◆ **Exercise instructions**: Read through the records below and copy each line that uses the word "PRINCIPAL".

◆ **Collected data**:

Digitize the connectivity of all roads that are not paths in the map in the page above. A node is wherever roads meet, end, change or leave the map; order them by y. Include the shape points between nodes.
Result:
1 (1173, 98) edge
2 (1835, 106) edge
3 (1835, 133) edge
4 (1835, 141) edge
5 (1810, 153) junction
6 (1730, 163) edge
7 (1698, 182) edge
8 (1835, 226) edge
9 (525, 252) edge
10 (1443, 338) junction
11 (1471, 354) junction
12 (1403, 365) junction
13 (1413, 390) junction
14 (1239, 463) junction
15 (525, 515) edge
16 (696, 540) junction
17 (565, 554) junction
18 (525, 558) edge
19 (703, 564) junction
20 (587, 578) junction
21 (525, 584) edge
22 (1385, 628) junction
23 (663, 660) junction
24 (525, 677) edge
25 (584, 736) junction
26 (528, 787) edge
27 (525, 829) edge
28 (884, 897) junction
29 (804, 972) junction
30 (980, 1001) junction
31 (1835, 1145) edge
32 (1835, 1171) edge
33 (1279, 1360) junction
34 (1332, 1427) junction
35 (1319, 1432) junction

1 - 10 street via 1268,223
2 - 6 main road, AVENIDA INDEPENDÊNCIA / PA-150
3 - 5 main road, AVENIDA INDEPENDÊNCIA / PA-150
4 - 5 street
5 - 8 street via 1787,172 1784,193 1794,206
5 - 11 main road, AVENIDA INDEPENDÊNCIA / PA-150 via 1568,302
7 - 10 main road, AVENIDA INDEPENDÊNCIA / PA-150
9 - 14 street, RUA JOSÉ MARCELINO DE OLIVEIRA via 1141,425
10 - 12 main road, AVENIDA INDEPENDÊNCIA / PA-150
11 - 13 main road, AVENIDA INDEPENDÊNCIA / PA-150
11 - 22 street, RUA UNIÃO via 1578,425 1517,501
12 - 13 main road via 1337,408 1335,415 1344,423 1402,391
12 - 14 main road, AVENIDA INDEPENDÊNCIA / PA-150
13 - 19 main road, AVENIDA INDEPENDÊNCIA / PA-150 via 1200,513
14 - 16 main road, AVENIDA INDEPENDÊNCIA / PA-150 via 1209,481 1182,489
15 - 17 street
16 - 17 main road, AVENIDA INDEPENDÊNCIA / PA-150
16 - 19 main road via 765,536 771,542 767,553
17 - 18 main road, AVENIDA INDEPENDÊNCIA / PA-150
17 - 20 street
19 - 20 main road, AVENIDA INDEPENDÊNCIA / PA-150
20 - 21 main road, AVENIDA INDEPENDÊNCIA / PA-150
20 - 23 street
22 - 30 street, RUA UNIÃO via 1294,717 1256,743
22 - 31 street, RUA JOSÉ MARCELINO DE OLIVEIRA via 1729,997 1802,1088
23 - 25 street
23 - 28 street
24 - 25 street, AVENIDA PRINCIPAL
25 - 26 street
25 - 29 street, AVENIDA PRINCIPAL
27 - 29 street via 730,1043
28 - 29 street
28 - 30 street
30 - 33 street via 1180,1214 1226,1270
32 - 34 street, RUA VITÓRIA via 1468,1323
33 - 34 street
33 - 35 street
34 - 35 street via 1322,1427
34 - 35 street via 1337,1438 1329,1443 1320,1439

◆ **Response below**:
24 - 25 street, AVENIDA PRINCIPAL
25 - 29 street, AVENIDA PRINCIPAL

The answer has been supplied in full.